Vos textes publiés ici aprés soumission au comité de poésie et prose de francopolis.



 

actu

 

 

archives

 Illustration de couverture par Sever Miu

Chaque mois, comme à la grande époque du roman-feuilleton, nous vous présenterons un chapitre du roman de l'auteur roumain Sever Miu, Des pas sans traces. Une invitation à découvrir ou rédécouvrir cette moitié d'Europe dont nous avons été longtemps privés et dont nous pouvons désormais réentendre la voix.

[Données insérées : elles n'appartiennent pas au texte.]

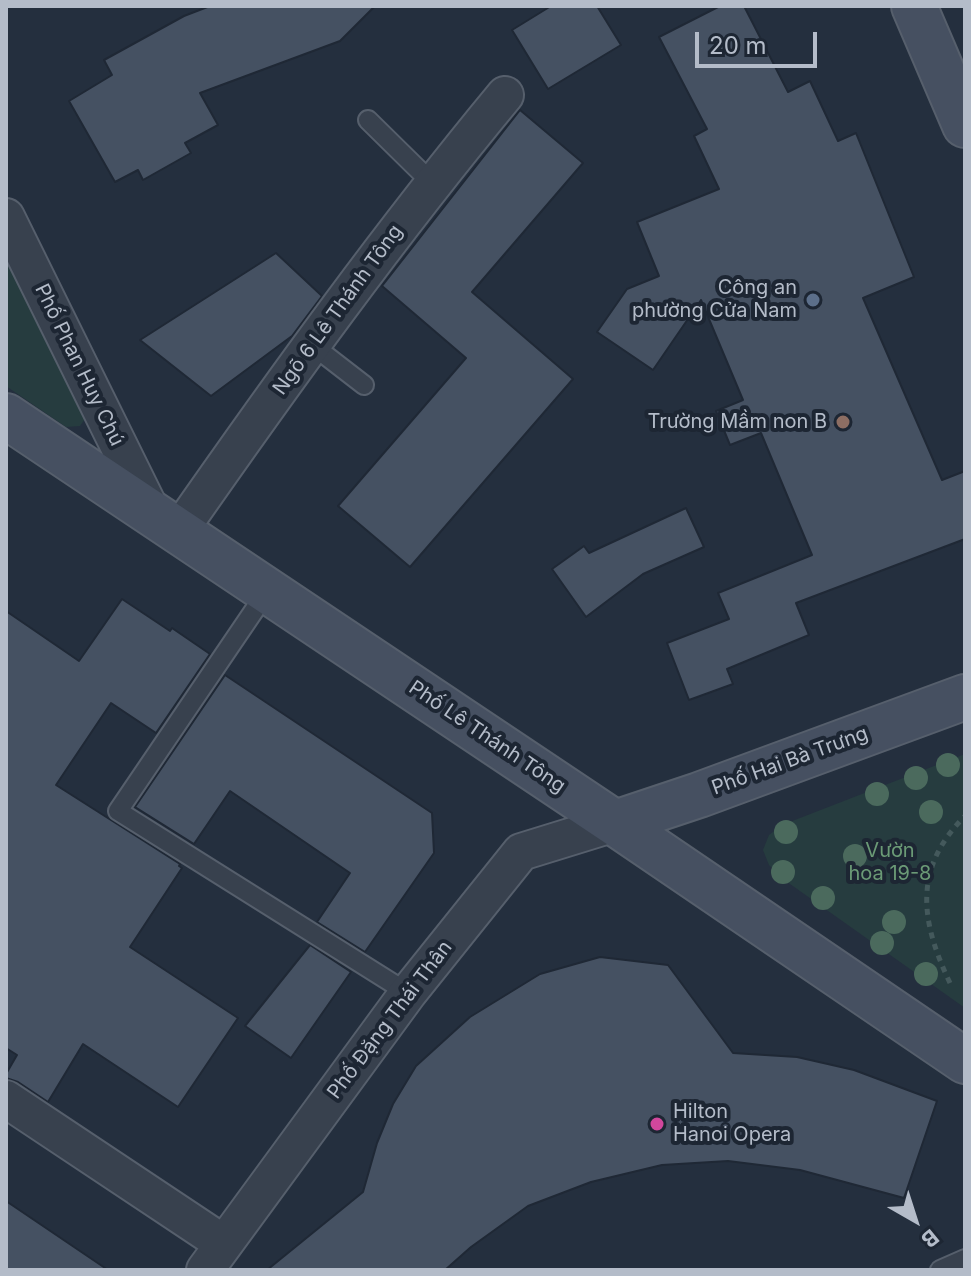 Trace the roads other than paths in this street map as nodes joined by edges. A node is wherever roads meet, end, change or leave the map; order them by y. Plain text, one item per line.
1 (914, 6) edge
2 (505, 95) dead end
3 (368, 120) dead end
4 (965, 125) edge
5 (432, 183) junction
6 (6, 217) edge
7 (311, 344) junction
8 (364, 385) dead end
9 (6, 416) edge
10 (166, 522) junction
11 (268, 590) junction
12 (965, 697) edge
13 (615, 823) junction
14 (408, 993) junction
15 (965, 1061) edge
16 (6, 1099) edge
17 (214, 1257) edge
18 (965, 1259) edge
19 (940, 1270) edge

1 - 4 street
2 - 5 street, Ngõ 6 Lê Thánh Tông
3 - 5 lane
5 - 7 street, Ngõ 6 Lê Thánh Tông
6 - 10 street, Phố Phan Huy Chú
7 - 8 lane
7 - 10 street, Ngõ 6 Lê Thánh Tông
9 - 10 street, Phố Lê Thánh Tông
10 - 11 street, Phố Lê Thánh Tông
11 - 13 street, Phố Lê Thánh Tông
11 - 14 lane
12 - 13 street, Phố Hai Bà Trưng
13 - 14 street, Phố Đặng Thái Thân
13 - 15 street, Phố Lê Thánh Tông
14 - 17 street, Phố Đặng Thái Thân
16 - 17 street
18 - 19 lane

Table des chapitres déjà publiés :


Chapitre 1 :
La sortie de l'oeuf

Chapitre2 : Dans le refuge-l'aphabet de la vie

Chapitre 3 : Le Retour

Chapitre 4 : Les contes des Ombres

Chapitre 5 : Lettre à l'espérance

Chapitre 6:   DE LA FOIRE... EN SIBERIE 



 Des pas sans traces

Chapitre 6

Présentation par l'auteur

 "Des pas sans traces" est un roman-poéme sur le monde de l'enfance aprés la deuxieme guerre mondiale dans un faubourg de Bucarest. La Roumanie était sous l'occupation des Russes et dans une période de la dictature totalitaire.
Commencé en 1986, puis revu, complété, il est terminé en 2003.
La poésie de l'âme d'un enfant protégé par ses parents se tisse avec les événements réels, comme veut le dire l'édifiante priére de l'enfant du début :"Mon Dieu ,aide moi à porter pendant toute ma vie mon âme d'enfant".
Dans ce livre,vous découvrirez des traditions,toutes les coutumes des gens pauvres, ceux qui formaient une mosaïque ethnique -Grecs, Italiens, Tziganes, Juifs, Bulgares . L'école élémentaire, le collége et la faculté sont trois sortes de harnais qui recouvrent et dirigent l'esprit de l'enfant.
L'épilogue essaye de déchiffrer le sens de l'existence.

*********

Chapitre6

DE LA FOIRE... EN SIBERIE 

Ce temps–là, à Bucarest, j’étais devenu l’ombre de grand –mère, contre mon gré. Pas une seule fois, j’étais mis dehors de la cuisine et envoyé à jouer.
À midi, obligé de dormir, je refusais trouvant toute sorte de prétextes. Pour m’épargner toutes ces insistances qui se transformaient souvent en grand tapage, je devais y renoncer en fin de compte.
Mais j’avais recours à toute sorte de stratagèmes parmi lesquels l’art de feindre était très important…
Bien que je fisse de mon mieux pour que l’on me prenne pour un mort, méthode qui, dans mes contes, était infaillible, moi, je n’y arriverais jamais.
Soit, je plissais mes paupières et, quelques instants après, je me mettais à cligner doucement des cils, soit, je me grattais, on ne savait pas où un vaurien de pied engourdissait, bref, mes efforts s’en allaient en poussière. Rapidement j’étais dépisté "réprimandé" conformément... et chassé dehors.
Autrefois, lorsque l’on ne me surveillait pas, je me levais du canapé en peluche-"l’autel de mon sacrifice"- et après avoir laissé tomber un tas de livres et renversé une chaise massive à tapisserie bordeaux, je courais glisser sous la couverture, rouspétant indigné:
-Dans cette maison, on ne peut pas se reposer!
Je me frottais les yeux, comme si l’on m’avait interrompu le sommeil, et j’allais "malheureux" à jouer…
Une fois, comme je désirais être le plus crédible possible pour m’épargner la sieste, je me suis tout à fait endormi. Je me suis réveillé à la pointe du jour. Désespéré, je suis tombé, près du lit, sanglotant. Grand-mère ne savait pas ce qui m’était arrivé et elle cherchait à me calmer. Je refoulais, pêle-mêle, larmes et mots, balbutiant continuellement entre deux sanglots:
-"J’ai perdu un jour de ma vie, pourquoi ne m’as –tu pas réveillé?"
Une douleur déchirante grandissait en moi, comprenant que ce jour-là que l’on m’avait volé, ne reviendrait jamais!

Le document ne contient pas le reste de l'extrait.